Section: New Results

Modular verification of cyber-physical systems using contract theory

Participants : Jean-Pierre Talpin, Benoit Boyer, David Mentre, Simon Lunel.

The primary goal of our project, in collaboration with Mitsubishi Electronics Research Centre Europe (MERCE), is to ensure correctness-by-design in realistic cyber-physical systems, i.e., systems that mix software and hardware in a physical environment, e.g., Mitsubishi factory automation lines or water-plant factory. To achieve that, we develop a verification methodology based on decomposition into components enhanced with contract reasoning.

The work of A. Platzer on Differential Dynamic Logic ($dℒ$) held our attention (Differential Dynamic Logic for Hybrid Systems, André Platzer, http://symbolaris.com/logic/dL.html). This formalism is built upon the Dynamic Logic of V. Pratt and augmented with the possibility of expressing Ordinary Differential Equations (ODEs). Combined with the ability of Dynamic Logic to specify and verify hybrid programs, $dℒ$ is a particularly fit model cyber-physical systems. The proof system associated with the logic is implemented into the theorem prover KeYmaera X. Aimed toward automation, it is a promising tool to spread formal methods into industry.

We have defined a syntactic parallel composition operator in $dℒ$ which enjoys associativity and commutativity[6]. Commutativity provides compositionality: the possibility to compose and prove components and modules in every possible order. Associativity is mandatory to modularly design a system; it allows to construct step-by-step a system by adding new components. We have proved a theorem to automatically build contracts from the composition of components. We have exemplified our results with a cruise-controller example.

This contribution to $dℒ$ defines a component-based approach to modularly model and prove cyber-physical systems. We have developed a working prototype in the interactive theorem prover KeYmaera X to show the feasibility of an implementation of our approach. To validate our methodology, we have case studied the example of a water-recycling plant, which rose several challenges.

The timing aspects in cyber-physical systems are a key aspect. A monitor regulating a plant, for example the water-level in a tank, must execute sufficiently often to ensure the correct behavior, for example that the water-level does not overflow. We have adapted our approach to automatically handle the compliance of execution time of monitor with the controllability of plant. We retain commutativity and associativity, thus the modularity of our approach. More importantly, we are still able to automatically build contracts from the composition of components.

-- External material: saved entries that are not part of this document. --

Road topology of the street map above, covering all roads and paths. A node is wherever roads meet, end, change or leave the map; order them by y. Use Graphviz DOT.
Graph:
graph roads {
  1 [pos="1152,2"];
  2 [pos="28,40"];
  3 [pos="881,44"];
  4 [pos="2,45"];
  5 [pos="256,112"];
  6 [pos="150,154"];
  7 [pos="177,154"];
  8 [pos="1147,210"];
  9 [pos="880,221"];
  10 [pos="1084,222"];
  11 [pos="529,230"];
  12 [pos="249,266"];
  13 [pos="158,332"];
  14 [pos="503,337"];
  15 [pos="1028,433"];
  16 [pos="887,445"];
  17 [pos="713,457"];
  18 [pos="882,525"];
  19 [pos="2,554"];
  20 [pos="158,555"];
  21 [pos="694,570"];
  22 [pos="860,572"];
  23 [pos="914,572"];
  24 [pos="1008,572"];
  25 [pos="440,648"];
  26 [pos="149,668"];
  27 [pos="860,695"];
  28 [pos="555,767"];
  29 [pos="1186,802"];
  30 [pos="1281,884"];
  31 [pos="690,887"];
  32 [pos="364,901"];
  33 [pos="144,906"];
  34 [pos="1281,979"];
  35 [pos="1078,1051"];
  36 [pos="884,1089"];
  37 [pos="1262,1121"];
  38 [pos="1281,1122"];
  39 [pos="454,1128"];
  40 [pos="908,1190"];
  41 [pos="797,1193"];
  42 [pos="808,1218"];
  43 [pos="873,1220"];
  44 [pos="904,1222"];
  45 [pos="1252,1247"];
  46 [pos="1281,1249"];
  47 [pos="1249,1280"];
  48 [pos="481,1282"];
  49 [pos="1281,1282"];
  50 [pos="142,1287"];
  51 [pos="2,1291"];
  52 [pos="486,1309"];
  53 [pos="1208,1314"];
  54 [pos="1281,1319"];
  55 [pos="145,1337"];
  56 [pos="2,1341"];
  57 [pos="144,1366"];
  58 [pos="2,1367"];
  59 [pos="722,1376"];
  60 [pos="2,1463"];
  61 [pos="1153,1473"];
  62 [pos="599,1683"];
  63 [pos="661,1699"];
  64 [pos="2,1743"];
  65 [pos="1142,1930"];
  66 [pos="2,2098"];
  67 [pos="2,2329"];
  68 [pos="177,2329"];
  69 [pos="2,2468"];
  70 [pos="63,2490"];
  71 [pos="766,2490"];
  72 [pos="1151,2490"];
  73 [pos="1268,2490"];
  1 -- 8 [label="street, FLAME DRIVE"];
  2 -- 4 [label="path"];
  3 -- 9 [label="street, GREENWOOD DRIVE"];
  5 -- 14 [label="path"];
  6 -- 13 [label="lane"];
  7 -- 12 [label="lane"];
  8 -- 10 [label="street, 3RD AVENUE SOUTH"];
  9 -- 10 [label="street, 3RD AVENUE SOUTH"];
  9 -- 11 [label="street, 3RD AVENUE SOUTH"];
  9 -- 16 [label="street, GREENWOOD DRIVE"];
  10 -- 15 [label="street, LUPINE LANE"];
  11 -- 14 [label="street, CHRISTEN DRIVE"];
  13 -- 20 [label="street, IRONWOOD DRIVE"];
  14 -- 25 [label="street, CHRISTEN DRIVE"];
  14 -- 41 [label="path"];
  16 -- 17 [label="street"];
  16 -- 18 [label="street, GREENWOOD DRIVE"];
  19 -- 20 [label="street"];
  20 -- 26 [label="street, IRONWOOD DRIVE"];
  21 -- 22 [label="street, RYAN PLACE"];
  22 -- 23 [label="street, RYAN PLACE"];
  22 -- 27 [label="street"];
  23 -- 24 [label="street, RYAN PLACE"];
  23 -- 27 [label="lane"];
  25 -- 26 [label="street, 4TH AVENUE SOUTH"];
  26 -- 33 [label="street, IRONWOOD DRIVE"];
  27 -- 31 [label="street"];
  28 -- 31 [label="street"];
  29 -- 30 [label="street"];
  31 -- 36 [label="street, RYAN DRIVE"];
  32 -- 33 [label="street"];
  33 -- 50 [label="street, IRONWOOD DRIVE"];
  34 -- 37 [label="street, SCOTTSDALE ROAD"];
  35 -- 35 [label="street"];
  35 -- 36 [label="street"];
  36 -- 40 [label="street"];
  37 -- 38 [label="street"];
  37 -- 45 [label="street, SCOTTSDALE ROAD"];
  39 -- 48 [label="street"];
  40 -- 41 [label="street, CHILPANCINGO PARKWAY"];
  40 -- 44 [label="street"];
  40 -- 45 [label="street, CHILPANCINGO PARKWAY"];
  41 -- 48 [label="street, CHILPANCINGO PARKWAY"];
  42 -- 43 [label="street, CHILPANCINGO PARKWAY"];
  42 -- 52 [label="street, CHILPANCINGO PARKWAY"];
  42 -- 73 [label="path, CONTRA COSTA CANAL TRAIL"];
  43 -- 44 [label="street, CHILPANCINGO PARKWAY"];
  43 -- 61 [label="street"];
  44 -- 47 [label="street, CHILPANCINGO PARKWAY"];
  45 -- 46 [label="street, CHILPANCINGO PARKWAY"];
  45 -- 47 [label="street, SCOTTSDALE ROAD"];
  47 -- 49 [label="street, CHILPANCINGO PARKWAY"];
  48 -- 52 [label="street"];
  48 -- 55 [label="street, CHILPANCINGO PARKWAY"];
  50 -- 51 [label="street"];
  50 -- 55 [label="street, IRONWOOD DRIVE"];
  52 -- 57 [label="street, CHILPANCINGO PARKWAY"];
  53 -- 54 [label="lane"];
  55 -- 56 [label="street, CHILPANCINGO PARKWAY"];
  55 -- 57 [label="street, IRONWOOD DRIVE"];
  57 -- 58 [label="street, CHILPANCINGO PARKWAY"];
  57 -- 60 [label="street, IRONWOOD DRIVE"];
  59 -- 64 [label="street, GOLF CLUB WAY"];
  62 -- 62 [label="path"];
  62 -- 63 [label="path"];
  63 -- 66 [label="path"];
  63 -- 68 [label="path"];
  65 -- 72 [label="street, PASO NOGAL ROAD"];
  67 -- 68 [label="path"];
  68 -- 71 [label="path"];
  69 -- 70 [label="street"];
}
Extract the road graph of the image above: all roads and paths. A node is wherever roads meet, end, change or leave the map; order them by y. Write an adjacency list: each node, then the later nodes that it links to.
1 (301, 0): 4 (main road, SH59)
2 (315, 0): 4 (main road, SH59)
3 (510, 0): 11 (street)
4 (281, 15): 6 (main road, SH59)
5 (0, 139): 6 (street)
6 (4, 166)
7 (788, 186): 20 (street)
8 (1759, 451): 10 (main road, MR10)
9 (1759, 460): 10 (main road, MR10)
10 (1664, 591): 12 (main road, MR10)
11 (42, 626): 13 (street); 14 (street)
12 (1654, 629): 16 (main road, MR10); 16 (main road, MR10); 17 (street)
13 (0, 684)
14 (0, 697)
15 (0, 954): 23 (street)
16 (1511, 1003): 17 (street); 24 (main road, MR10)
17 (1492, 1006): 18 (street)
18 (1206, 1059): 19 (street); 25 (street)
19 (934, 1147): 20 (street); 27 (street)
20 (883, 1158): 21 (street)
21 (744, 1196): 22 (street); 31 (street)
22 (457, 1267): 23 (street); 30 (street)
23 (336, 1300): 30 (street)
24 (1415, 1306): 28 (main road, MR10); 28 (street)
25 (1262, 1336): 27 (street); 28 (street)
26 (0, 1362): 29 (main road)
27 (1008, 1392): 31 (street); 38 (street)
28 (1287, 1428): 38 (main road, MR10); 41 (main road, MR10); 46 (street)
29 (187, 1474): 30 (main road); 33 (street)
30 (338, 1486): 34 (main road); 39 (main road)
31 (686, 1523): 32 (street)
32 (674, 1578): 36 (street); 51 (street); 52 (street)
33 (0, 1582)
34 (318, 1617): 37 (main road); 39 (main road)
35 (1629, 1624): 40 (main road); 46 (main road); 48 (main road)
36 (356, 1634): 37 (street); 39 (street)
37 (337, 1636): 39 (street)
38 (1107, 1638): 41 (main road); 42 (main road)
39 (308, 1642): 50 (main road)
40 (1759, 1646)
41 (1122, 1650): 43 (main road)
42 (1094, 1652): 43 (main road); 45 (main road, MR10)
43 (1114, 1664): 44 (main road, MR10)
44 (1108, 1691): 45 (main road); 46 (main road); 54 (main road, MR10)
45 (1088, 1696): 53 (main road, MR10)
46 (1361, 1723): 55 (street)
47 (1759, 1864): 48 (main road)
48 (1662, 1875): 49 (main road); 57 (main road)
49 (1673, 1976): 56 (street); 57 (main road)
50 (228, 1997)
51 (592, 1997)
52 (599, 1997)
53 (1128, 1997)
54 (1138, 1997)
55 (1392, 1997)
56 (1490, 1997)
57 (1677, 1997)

We have also adapted our component-based approach to handle modes, a frequent construct in cyber-physical systems. It is also frequent to have to model causal composition between two components, for example that the sensor must execute before the monitor using the data of the sensor. Once again, we have adapted our component-based approach to take into account such design choice. It is important to emphasize that all these adaptations remain within our framework and are thus compatible.

To conclude, we have presented a methodology to tackle complexity of modeling and verification of cyber-physical systems by breaking a systems into smaller parts, the components. We have showed that it is easily adaptable to take into account new challenges. A future work would be to blend our component-based approach with refinement reasoning.